━━━ Source material

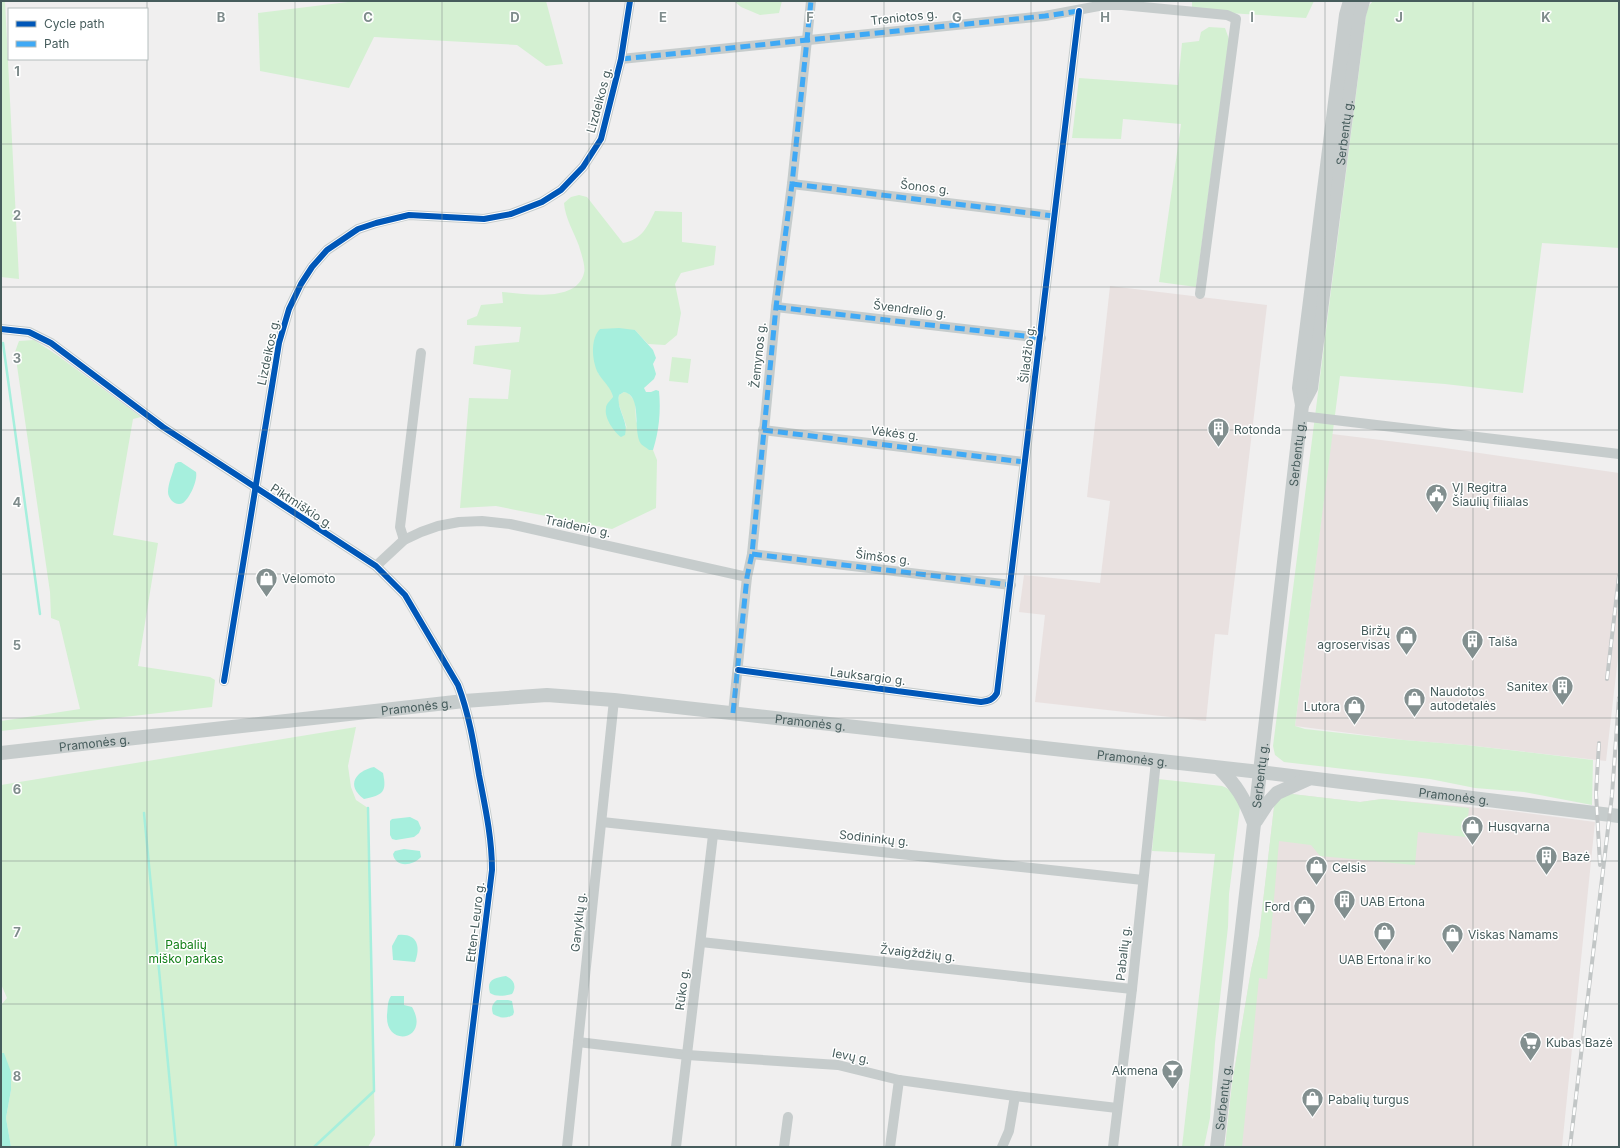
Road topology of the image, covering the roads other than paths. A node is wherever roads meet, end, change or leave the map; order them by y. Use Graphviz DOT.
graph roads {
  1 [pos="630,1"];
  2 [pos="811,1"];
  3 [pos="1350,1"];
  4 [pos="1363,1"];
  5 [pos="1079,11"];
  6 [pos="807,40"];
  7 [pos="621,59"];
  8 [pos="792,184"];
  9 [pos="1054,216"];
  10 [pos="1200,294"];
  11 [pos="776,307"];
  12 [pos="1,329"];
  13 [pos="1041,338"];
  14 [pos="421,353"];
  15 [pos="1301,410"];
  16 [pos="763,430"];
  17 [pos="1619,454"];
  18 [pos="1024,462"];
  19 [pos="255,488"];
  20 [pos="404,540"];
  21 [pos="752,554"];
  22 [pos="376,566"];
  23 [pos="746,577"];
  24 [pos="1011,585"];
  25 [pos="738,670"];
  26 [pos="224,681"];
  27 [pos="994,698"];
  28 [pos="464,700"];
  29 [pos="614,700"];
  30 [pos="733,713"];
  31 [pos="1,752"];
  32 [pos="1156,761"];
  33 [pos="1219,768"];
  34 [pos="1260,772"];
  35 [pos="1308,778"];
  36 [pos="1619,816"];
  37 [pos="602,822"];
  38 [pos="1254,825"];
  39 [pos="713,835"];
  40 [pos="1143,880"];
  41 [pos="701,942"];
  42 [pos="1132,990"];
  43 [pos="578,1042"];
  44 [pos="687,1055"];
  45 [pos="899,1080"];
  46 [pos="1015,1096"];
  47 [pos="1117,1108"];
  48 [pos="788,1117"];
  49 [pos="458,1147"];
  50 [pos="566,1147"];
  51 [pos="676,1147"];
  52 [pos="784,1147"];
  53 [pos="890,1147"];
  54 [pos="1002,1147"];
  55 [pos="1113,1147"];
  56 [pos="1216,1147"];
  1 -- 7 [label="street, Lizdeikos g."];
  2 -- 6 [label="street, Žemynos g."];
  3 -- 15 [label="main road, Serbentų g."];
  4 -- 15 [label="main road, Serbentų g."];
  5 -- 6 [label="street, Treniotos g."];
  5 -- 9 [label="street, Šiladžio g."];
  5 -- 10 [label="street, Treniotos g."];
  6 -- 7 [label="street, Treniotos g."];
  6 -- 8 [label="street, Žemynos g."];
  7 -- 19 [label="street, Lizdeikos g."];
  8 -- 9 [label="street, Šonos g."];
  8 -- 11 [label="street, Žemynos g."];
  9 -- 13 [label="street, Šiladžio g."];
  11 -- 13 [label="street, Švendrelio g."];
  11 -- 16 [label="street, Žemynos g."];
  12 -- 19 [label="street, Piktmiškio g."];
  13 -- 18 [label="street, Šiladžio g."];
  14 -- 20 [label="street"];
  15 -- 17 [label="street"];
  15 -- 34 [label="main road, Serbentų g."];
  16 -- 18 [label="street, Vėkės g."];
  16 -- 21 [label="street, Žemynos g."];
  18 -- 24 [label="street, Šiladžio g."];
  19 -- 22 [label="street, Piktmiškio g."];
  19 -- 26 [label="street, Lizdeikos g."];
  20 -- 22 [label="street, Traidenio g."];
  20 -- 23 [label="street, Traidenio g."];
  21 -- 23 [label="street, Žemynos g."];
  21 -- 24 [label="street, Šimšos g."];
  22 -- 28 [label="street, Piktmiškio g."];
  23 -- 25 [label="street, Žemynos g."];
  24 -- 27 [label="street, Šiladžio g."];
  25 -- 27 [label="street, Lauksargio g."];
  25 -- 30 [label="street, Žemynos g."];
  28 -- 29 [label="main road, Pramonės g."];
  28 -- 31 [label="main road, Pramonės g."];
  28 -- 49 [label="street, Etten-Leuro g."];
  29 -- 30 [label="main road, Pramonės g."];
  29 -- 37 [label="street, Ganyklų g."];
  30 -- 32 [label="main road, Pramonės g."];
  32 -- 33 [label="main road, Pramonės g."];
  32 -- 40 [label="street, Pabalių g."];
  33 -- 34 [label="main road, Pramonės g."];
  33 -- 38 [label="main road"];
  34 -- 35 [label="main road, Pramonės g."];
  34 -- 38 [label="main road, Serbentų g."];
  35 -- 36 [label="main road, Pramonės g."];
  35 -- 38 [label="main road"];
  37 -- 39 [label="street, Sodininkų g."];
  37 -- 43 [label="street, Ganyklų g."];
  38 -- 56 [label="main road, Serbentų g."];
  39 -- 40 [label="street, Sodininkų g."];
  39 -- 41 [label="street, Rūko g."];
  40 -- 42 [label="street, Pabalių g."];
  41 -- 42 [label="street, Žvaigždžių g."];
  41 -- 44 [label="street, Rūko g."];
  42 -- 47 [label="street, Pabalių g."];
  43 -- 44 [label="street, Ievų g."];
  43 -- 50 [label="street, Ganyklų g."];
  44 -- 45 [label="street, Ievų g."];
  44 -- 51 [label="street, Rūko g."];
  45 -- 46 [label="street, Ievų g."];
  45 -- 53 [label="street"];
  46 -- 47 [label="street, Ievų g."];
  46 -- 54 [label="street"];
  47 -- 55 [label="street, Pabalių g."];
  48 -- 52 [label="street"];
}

━━━━━━
━━━ Source material

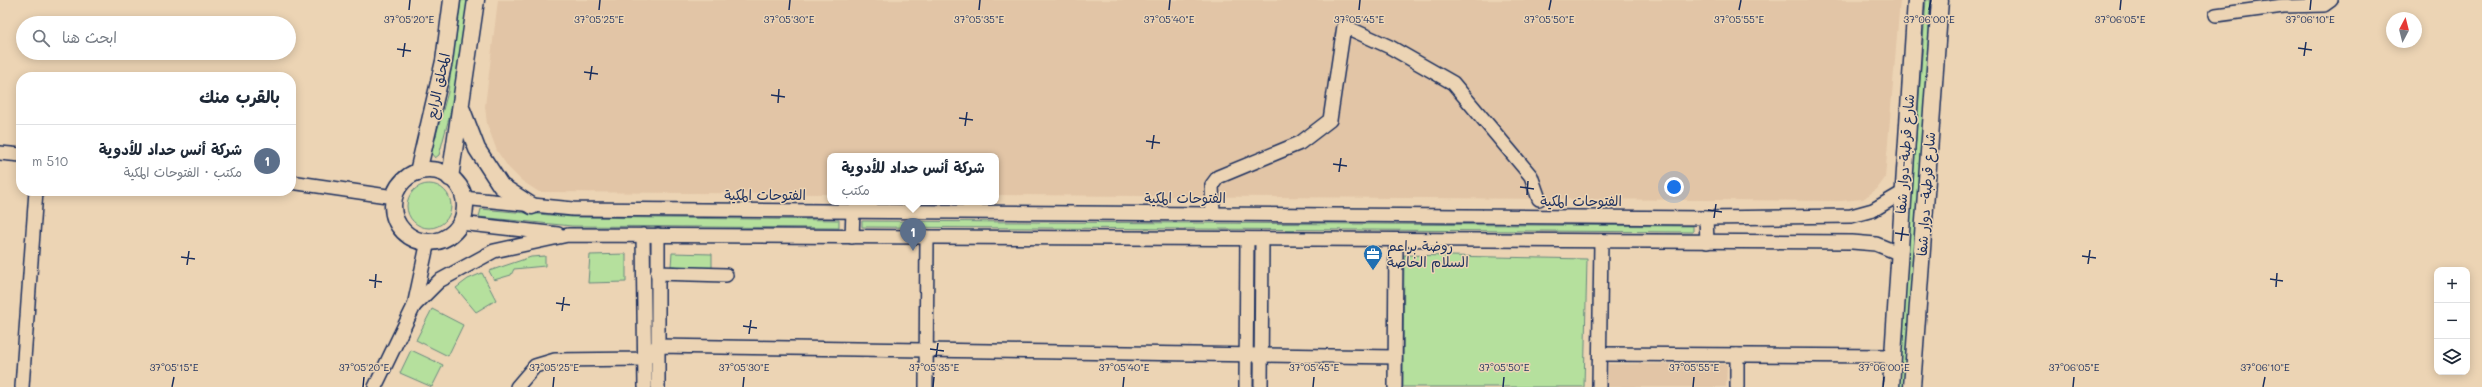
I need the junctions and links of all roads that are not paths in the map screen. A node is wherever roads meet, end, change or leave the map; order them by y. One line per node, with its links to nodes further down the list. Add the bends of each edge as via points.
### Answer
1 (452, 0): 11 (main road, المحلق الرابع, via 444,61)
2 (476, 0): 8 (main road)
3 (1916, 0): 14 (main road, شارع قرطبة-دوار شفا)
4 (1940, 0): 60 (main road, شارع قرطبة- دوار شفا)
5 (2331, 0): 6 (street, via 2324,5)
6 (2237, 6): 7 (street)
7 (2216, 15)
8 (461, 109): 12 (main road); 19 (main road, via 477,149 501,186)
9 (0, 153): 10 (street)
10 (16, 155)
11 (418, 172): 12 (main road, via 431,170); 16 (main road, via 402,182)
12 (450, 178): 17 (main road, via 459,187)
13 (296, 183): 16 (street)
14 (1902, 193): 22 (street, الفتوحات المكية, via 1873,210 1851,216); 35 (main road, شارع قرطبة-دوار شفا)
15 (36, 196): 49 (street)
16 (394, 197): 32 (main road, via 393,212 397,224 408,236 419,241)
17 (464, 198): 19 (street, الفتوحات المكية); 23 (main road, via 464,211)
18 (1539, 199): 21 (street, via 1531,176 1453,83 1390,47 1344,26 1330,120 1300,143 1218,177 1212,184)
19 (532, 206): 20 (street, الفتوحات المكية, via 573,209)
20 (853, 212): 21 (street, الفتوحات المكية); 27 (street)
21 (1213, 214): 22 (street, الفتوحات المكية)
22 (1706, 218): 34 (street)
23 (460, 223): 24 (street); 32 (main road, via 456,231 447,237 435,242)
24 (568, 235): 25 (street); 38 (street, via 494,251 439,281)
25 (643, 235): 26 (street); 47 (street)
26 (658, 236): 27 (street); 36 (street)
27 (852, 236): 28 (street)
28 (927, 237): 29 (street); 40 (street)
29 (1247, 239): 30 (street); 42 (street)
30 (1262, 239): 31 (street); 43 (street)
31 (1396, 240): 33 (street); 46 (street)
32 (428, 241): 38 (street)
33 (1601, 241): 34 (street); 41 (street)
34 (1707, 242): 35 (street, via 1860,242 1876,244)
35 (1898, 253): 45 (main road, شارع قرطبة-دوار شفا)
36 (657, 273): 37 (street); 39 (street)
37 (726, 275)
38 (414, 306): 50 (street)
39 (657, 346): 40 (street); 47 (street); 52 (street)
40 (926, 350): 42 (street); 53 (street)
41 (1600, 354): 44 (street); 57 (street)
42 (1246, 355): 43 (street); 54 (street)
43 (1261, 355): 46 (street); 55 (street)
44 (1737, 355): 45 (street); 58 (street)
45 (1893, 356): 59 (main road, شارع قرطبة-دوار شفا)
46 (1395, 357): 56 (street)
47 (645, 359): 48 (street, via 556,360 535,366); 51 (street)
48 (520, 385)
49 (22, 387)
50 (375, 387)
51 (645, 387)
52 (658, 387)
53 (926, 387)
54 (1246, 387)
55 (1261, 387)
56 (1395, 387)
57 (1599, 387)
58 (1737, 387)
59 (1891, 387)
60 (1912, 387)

━━━━━━

◆ Goal of the exercise:
Look through the entries above; copy every line holding the string "Piktmiškio".

◆ Finished task:
  12 -- 19 [label="street, Piktmiškio g."];
  19 -- 22 [label="street, Piktmiškio g."];
  22 -- 28 [label="street, Piktmiškio g."];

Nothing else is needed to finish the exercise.